### WORK TO COMPLETE
From the records that follow, copy every line in which "list" appears.

----------------------------------------

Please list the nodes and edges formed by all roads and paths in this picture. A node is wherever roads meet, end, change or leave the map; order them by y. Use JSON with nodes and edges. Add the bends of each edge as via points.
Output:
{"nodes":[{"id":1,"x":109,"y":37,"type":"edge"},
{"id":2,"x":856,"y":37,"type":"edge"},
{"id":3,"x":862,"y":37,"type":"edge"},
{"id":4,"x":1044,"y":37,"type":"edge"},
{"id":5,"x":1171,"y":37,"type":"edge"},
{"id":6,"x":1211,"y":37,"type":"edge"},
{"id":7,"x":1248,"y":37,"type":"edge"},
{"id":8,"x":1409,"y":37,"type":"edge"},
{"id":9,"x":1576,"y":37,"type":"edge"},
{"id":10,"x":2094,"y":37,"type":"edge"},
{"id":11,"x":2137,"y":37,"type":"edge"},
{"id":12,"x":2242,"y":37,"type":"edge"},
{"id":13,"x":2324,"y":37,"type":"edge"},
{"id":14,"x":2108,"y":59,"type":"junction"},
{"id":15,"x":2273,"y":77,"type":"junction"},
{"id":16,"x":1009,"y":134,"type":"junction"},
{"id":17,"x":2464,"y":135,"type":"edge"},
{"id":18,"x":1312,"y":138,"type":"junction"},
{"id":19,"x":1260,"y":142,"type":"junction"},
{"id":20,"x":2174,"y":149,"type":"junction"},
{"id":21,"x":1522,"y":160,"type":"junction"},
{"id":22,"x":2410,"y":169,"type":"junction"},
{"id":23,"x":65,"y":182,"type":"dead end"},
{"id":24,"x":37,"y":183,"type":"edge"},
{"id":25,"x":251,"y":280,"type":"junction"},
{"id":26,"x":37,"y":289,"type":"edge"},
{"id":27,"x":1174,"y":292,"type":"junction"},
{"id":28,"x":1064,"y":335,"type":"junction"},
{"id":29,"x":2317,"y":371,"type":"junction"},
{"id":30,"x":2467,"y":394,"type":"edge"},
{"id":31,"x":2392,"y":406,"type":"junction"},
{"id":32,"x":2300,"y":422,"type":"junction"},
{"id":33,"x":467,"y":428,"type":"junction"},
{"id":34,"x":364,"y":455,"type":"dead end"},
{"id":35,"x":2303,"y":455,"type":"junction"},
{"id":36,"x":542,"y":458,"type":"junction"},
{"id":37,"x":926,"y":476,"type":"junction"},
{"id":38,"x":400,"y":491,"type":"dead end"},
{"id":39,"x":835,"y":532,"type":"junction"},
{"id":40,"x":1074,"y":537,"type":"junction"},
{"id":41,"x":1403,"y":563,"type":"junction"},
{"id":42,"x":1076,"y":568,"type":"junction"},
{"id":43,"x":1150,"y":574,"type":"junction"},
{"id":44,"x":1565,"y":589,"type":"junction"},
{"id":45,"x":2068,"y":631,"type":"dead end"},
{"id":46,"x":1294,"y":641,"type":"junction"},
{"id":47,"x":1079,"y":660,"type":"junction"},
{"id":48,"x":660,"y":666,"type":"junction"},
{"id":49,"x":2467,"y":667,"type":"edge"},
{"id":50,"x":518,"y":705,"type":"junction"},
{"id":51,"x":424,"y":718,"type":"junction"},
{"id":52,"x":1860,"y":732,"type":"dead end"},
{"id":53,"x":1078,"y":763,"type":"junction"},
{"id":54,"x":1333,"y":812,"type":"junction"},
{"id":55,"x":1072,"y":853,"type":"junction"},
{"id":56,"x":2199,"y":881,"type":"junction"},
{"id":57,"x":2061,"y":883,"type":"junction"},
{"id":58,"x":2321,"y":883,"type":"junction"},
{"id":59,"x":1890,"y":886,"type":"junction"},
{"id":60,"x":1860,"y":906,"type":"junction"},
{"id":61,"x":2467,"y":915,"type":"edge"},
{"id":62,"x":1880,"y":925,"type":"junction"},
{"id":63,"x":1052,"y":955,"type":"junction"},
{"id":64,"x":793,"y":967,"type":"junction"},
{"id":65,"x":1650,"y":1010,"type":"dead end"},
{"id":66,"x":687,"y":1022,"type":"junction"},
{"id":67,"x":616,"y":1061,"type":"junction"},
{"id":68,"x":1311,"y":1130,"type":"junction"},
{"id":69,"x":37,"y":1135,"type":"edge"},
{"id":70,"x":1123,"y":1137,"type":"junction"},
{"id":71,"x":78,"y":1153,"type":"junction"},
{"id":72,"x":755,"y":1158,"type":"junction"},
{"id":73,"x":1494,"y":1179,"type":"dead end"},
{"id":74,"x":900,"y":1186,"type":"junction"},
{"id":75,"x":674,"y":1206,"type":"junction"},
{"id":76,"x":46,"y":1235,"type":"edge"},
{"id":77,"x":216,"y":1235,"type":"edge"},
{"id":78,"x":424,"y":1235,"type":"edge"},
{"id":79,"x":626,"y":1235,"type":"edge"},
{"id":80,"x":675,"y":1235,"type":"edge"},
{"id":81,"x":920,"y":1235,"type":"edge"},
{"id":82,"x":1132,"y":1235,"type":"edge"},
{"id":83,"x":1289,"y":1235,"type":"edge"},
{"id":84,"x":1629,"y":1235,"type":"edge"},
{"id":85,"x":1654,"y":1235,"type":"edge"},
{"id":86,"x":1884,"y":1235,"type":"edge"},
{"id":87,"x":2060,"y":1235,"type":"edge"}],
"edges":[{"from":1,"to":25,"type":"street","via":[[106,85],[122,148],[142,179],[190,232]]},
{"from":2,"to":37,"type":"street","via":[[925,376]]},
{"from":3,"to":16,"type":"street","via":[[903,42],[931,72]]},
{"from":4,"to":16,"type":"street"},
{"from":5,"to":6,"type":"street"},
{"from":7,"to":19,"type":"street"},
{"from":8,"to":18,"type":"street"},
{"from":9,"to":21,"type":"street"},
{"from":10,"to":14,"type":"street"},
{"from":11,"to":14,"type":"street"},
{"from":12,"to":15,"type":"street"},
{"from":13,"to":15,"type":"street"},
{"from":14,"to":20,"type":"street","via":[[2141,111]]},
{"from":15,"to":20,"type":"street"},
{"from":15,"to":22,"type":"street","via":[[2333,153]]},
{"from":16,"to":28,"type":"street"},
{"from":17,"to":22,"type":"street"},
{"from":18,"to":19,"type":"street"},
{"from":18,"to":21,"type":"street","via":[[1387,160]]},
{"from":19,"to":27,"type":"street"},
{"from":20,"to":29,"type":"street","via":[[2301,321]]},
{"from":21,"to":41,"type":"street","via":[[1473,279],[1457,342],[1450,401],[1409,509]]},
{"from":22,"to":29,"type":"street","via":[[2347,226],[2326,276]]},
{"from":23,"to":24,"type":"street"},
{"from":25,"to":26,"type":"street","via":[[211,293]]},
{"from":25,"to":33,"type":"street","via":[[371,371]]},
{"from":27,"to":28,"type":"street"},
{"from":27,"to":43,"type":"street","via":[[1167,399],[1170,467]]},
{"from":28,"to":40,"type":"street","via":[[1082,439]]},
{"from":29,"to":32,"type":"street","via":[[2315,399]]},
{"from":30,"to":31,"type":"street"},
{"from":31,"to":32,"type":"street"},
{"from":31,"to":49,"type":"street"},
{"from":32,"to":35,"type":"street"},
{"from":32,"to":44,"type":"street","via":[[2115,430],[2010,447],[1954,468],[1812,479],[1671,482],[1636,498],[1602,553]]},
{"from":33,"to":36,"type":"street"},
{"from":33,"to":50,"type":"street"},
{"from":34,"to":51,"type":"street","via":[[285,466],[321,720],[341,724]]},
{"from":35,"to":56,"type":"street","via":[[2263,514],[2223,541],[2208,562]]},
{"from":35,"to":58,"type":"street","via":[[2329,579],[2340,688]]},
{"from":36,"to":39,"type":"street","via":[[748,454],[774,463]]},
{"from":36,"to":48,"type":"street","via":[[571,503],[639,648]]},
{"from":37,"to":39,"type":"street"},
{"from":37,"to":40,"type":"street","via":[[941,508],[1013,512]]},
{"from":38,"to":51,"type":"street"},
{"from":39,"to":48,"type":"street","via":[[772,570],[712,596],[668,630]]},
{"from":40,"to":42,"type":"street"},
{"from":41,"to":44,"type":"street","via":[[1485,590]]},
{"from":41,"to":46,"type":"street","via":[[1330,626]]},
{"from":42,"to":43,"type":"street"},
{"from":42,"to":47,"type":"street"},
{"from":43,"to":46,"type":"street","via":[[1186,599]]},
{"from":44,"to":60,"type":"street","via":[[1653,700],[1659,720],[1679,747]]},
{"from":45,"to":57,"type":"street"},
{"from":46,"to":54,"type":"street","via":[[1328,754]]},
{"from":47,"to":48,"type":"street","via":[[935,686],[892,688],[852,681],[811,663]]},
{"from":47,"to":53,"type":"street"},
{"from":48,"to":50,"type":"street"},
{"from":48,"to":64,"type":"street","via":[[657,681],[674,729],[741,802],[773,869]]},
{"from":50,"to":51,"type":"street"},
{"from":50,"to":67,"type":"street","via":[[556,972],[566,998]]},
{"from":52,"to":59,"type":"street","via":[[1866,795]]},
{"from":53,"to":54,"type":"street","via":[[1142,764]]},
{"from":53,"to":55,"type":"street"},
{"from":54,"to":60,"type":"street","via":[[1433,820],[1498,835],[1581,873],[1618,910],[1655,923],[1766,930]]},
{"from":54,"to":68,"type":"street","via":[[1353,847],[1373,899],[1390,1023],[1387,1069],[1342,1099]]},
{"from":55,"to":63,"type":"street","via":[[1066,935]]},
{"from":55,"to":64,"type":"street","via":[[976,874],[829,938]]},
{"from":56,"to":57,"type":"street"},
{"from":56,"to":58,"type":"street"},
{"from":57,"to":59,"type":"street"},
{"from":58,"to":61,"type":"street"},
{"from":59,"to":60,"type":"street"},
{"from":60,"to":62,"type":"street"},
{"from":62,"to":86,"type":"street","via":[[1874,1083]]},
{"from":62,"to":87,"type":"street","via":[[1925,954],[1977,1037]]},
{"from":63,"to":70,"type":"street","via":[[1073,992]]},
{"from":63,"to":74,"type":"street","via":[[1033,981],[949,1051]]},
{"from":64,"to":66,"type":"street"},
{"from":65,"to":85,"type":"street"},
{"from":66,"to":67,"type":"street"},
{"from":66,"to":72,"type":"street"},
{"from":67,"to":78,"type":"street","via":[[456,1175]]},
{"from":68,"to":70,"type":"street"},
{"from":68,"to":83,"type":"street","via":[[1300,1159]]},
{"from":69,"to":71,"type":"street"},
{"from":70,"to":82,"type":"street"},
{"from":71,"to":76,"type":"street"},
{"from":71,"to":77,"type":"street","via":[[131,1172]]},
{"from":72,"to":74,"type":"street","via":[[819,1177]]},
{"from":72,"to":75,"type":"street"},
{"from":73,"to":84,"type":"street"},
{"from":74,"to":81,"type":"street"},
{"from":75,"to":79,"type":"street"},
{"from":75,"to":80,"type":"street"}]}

----------------------------------------

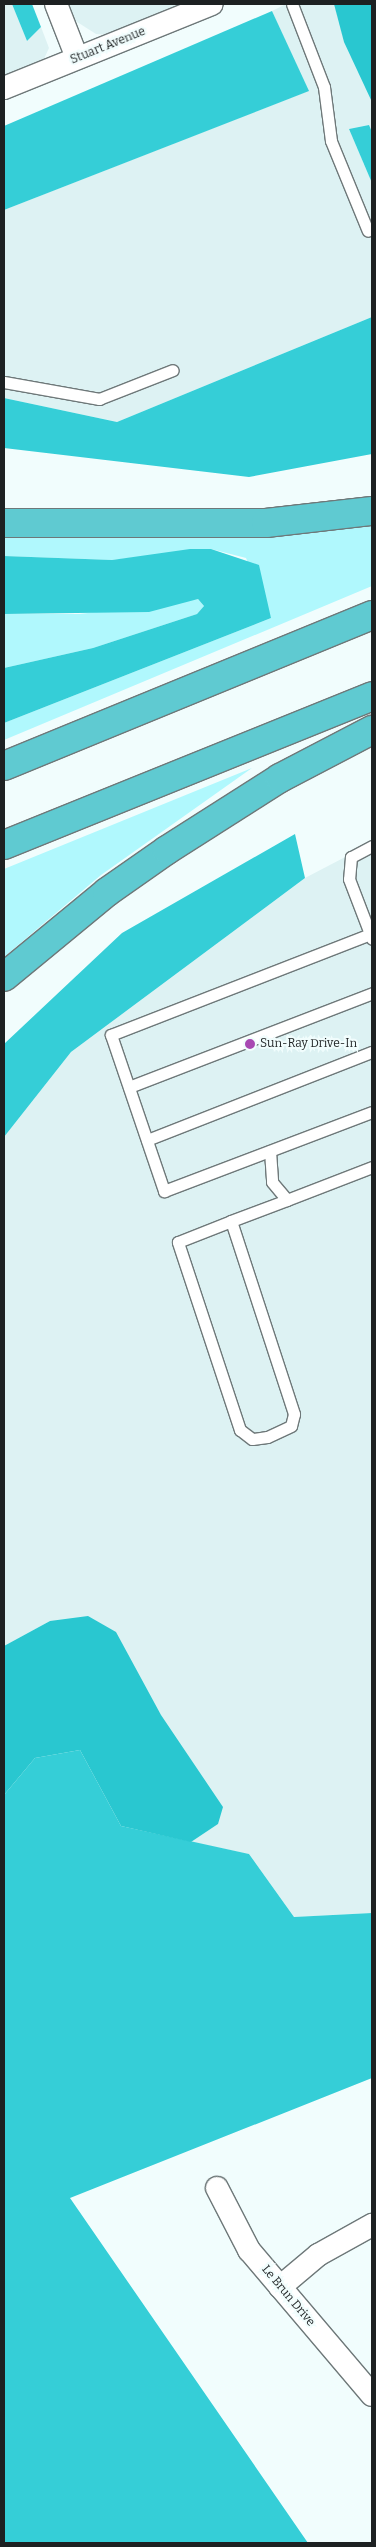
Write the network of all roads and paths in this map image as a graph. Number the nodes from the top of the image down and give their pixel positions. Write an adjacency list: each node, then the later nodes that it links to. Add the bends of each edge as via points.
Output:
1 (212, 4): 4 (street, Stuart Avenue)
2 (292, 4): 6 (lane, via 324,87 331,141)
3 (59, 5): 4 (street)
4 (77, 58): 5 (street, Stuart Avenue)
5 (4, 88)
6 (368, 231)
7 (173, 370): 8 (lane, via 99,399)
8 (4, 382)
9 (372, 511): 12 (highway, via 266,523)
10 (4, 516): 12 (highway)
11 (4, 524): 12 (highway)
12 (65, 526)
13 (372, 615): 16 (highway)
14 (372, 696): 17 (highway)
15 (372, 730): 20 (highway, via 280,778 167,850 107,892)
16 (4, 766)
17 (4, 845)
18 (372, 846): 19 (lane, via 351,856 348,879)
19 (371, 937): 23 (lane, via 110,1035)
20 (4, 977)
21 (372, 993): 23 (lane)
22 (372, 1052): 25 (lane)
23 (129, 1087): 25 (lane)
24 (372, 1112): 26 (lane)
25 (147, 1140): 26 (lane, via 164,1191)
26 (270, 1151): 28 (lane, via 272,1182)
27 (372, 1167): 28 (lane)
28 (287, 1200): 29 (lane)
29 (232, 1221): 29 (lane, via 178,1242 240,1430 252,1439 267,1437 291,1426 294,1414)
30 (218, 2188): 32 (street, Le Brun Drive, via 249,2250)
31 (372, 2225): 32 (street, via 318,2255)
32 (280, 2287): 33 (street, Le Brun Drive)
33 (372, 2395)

----------------------------------------

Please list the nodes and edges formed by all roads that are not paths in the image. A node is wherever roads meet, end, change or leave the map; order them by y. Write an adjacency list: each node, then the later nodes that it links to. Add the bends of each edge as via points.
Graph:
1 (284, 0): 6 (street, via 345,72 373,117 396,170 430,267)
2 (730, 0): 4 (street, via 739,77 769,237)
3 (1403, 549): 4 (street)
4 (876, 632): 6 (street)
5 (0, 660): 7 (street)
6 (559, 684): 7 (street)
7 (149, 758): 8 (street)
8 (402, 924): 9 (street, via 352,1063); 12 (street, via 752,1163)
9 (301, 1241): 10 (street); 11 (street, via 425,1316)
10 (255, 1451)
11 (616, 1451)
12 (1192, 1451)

----------------------------------------

### SOLUTION FOR THIS TASK
Please list the nodes and edges formed by all roads and paths in this picture. A node is wherever roads meet, end, change or leave the map; order them by y. Use JSON with nodes and edges. Add the bends of each edge as via points.
Write the network of all roads and paths in this map image as a graph. Number the nodes from the top of the image down and give their pixel positions. Write an adjacency list: each node, then the later nodes that it links to. Add the bends of each edge as via points.
Please list the nodes and edges formed by all roads that are not paths in the image. A node is wherever roads meet, end, change or leave the map; order them by y. Write an adjacency list: each node, then the later nodes that it links to. Add the bends of each edge as via points.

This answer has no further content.